First aid is defined as emergency medical care provided in the moments immediately following an incident. First-aid is not intended to be long-term medical care. Rather, it is intended to keep the patient going until more comprehensive treatment is available. It can be performed by just about anyone who knows what to do.

Note that learning basic first aid skills goes above and beyond learning where to find the Seton first aid supplies at work. First aid training is all about action. It is about teaching you how to respond so that you can make a difference when someone else is in trouble.

To illustrate the point, here are some first-aid basics everyone should know:

Stopping Profuse Bleeding

Profuse bleeding can lead to death if it is not brought under control. Thus, one of the first things students learn in first aid training is how to stop it. The thing about profuse bleeding is that it is unlikely to stop on its own since the body cannot produce clots fast enough. So how do you stop bleeding manually?

The two main techniques taught in first aid training are direct pressure and utilising pressure points. Direct pressure is the practice of applying pressure directly to the wound to slow the flow of blood. When it works, it slows down the bleeding and gives the body time to coagulate.

Utilising pressure points is a technique of actually cutting off blood supply to the wound by applying pressure to the proper artery. It is a technique generally reserved for those times when it is necessary to prevent someone from bleeding out.

Treating Shock

Shock is fairly common following serious injuries and accidents. It occurs when the brain doesn't get enough blood. Fortunately, it is fairly easy to treat. Patients are encouraged to lie on their backs with feet elevated. Then they are covered with a blanket, jacket, etc. to keep them warm. After some time lying down and with nothing to eat or drink, most patients fully recover.

Treating Hypothermia

Hypothermia is a condition that occurs when a person's body temperature drops too low. Treating it begins with learning to recognise the symptoms. A person with hypothermia needs to be warmed up as quickly as possible. Sometimes this means removing wet clothing or giving the patient a hot beverage.

Much of what goes into hypothermia treatment depends on what is available in that particular environment. For example, you will not find the same available resources out on a hiking trail as you would in the middle of a city.

Performing CPR

Heart attack victims may require CPR to stay alive until professional help arrives. Learning CPR is a bit more advanced in terms of first aid training, but it is well worth the time and effort. CPR saves lives by forcing a stopped heart to continue pumping blood. Think of CPR as operating the heart manually. That is essentially what you're doing when you perform it.

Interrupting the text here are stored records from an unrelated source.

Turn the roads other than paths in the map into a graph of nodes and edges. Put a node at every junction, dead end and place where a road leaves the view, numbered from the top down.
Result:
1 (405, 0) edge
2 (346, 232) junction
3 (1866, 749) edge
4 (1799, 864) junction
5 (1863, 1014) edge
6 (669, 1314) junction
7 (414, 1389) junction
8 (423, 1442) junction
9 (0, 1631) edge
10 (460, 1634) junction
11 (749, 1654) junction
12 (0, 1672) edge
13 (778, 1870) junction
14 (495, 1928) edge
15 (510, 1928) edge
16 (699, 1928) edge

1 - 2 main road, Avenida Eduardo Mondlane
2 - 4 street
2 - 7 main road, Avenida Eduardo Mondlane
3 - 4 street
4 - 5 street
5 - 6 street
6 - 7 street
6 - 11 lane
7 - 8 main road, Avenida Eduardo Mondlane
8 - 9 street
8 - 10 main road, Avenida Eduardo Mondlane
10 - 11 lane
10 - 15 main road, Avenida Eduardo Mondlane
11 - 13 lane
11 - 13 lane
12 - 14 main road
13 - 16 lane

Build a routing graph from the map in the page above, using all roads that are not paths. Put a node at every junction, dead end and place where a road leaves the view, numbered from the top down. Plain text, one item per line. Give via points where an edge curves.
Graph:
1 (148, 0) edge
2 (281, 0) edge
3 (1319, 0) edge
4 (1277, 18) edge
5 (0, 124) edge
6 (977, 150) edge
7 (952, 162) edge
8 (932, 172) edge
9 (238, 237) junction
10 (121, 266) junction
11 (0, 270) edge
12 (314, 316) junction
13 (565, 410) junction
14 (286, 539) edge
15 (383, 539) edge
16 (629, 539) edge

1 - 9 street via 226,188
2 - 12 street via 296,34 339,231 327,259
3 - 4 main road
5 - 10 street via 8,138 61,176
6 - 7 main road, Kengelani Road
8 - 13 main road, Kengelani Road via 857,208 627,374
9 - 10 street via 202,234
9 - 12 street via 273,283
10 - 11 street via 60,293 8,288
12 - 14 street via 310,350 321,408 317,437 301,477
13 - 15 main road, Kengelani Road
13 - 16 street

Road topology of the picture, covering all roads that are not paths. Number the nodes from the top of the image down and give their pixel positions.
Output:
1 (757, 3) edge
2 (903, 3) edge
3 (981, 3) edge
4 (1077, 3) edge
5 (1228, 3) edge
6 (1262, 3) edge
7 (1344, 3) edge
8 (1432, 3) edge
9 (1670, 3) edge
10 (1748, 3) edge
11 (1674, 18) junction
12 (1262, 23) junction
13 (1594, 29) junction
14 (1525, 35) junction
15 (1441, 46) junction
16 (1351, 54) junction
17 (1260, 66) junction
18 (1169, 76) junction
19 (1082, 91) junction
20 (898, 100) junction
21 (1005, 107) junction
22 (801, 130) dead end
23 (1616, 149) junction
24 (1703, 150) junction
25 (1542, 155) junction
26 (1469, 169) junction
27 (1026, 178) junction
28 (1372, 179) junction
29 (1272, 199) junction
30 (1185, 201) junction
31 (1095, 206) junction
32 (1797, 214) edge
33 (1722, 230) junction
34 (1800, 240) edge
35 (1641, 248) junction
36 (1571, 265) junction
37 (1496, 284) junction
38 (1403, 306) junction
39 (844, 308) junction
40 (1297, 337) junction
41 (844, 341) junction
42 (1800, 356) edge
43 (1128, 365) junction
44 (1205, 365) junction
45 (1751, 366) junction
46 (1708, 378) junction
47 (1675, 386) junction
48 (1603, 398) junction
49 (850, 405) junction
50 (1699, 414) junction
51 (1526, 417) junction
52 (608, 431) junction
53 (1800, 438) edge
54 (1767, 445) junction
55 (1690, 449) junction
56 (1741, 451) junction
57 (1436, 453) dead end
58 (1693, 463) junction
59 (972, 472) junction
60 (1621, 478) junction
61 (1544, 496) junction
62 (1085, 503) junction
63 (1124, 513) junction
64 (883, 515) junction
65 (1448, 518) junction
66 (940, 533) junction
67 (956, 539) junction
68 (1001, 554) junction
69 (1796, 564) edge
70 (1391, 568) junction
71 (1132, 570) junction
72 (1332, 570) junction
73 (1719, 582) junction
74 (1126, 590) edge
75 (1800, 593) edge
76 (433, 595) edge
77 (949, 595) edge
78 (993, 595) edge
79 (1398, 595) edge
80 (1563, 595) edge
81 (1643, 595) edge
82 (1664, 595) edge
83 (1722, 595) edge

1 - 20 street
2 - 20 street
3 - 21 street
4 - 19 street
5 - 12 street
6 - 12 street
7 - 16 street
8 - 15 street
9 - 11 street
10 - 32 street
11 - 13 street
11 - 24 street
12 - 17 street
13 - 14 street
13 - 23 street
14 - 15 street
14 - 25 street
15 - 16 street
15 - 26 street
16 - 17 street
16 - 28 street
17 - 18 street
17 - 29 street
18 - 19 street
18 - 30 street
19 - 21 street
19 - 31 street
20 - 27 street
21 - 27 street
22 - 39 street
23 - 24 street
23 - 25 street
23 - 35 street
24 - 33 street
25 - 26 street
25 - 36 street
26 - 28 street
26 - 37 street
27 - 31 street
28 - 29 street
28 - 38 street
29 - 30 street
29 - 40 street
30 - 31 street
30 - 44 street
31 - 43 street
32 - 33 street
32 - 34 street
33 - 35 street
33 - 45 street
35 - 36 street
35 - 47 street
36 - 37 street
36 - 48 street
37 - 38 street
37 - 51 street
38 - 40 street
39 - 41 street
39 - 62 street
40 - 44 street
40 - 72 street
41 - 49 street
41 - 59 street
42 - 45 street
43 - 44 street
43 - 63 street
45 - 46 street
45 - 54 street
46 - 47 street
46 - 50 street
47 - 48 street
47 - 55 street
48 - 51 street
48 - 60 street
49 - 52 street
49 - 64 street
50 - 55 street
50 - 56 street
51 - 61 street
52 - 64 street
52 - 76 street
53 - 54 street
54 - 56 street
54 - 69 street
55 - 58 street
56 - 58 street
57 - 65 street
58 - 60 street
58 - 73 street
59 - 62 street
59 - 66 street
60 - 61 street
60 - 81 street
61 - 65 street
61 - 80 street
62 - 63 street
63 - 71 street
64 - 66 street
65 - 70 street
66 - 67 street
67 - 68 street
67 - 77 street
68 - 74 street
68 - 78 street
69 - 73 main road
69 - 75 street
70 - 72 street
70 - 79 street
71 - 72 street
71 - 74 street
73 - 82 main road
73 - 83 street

Performing the Heimlich Manoeuvre

The Heimlich Maneuver is the maneuver we now use to help someone who is choking. It is a technique that relies on force delivered by an upward abdominal thrust to dislodge whatever the person is choking on. The reason it is so important to learn this maneuver is that doing it incorrectly could result in serious injury. Along those same lines, the procedure is performed differently on children. A gentler technique must be used so as not to injure little ones.

Treating Burns

Finally, treating burns soon after they occur can limit damage and prevent infection. Burns are rated as being first, second, or third-degree – the most severe being third degree. First aid courses teach students how to immediately treat burns before transporting a victim to the hospital.

First aid training also covers minor burns, likesunburn for example. We might not necessarily consider sunburn a medical emergency, but proper first aid techniques can reduce pain and minimise the risks of more severe burns later on. As such, it is a good idea to treat sunburn as soon as possible.

Knowing basic first aid techniques puts you in a position to take action during a medical emergency. If you are interested in learning more, just do an internet search on 'first aid training'. Free training courses are available through local fire departments, the Red Cross, and numerous charitable organisations. Basic courses can be completed in just a few sessions. More advanced courses can be taken after basic certification is achieved.